Page 1 of 1

server routine for eliminating headers

Posted: Fri Nov 02, 2007 6:38 am
by kausmone
Hello everyone,

I am writing an application that should read data from csv files for further processing. The problem is that these csv files may or may not contain a header record, depending on the source.

I know how to eliminate the header (if present) using UNIX (sed, for example does it quite elegantly). But I would like to do it using a DataStage server routine.
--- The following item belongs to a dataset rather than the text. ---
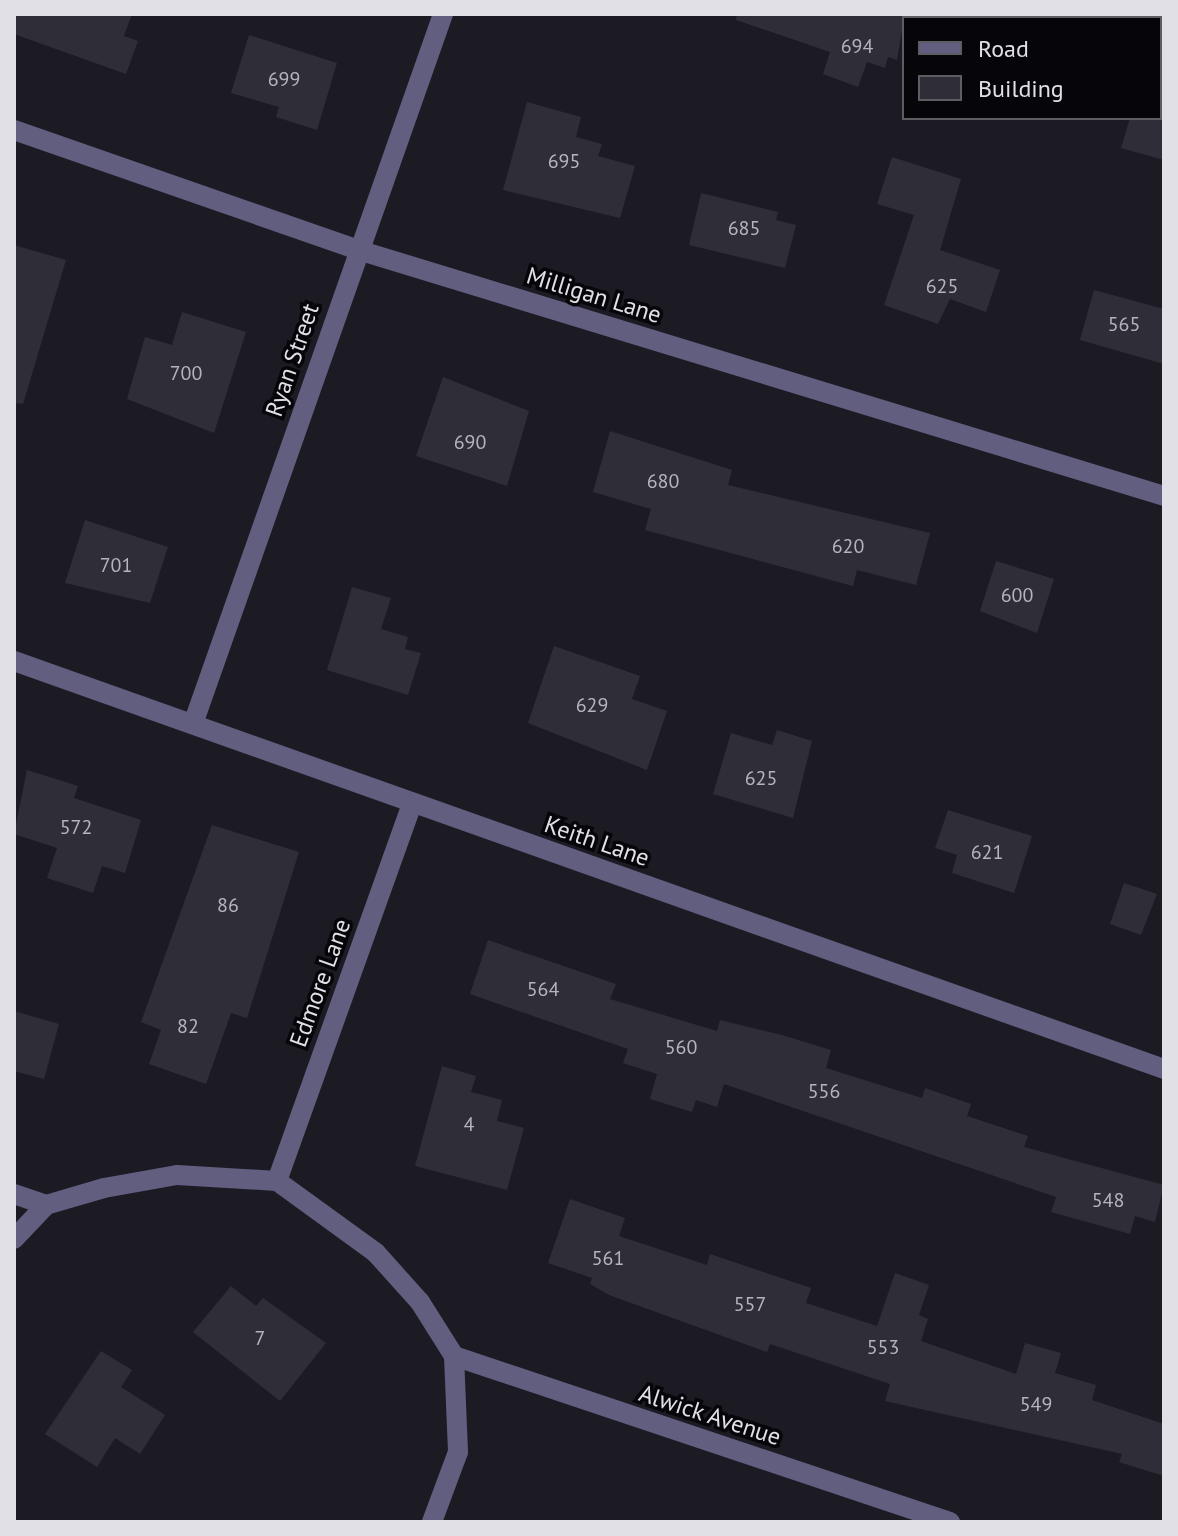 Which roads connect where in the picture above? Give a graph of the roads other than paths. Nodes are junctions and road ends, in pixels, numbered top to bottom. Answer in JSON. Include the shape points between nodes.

The routine needs to check the existence of a certain string (e.g. "Country_Code") whose presence would indicate that its a header record, and then delete that record from the input file, and leave the file untouched if the string doesn't exist in it.

Any help much appreciated!

Thanks,
kaus

Posted: Fri Nov 02, 2007 7:02 am
by chulett
Could you simply not check the 'First record is header' option in the Sequential file stage and add a constraint that skipped the first record if it found your 'certain string' there?

Posted: Fri Nov 02, 2007 7:09 am
by kausmone
Unfortunately, the project has some auditing set-up which forces me to update the file before it gets read by the jobs. Else, I would be 'silently' dropping a record in an audited job

Posted: Fri Nov 02, 2007 7:19 am
by chulett
While you certainly could write a routine to do this, why not stick with 'sed'? It would certainly be... simpler. Heck, you could even leverage that in the Filter option of the stage. Otherwise, you'll need to investigate all of the BASIC functions for handling sequential files:

OPENSEQ
READSEQ
WRITESEQ
CLOSESEQ
WEOFSEQ
SEEK

Etc. The BASIC pdf manual will have examples while more useful ones would be found by searching the forums here for those functions.

Posted: Fri Nov 02, 2007 7:26 am
by kausmone
Its more a case of trying to use a new thing as much as possible just to get to know it better :) , hence trying the routine instead of 'sed'

Anyways, thanks for your help!

Posted: Fri Nov 02, 2007 7:33 am
by ray.wurlod
How about just encapsulating this command as the filter command in your Sequential File stage?

Code: Select all

grep -v Country_Code #SourceFile#

Posted: Mon Nov 05, 2007 2:24 am
by kausmone
Hi Ray,

Thanks for the input; but I need to do this before the job that reads the file. Hence the routine/UNIX script.

Rgds,
Kaus

Posted: Mon Nov 05, 2007 3:14 am
by ray.wurlod
Then do it in a Routine.

Code: Select all

Shell = "UNIX"
Command = "grep -v Country_Code " : argSourceFilePath : " > " : argSourceFilePath : "_noheader"
Call DSExecute(Shell, Command, Result, ExitStatus)
If ExitStatus <> 0
Then
   Call DSLogWarn("Error (" : ExitStatus : ") removing header.", "MyRoutine")
End
Process the new file (filename_noheader) in your Sequential File stage.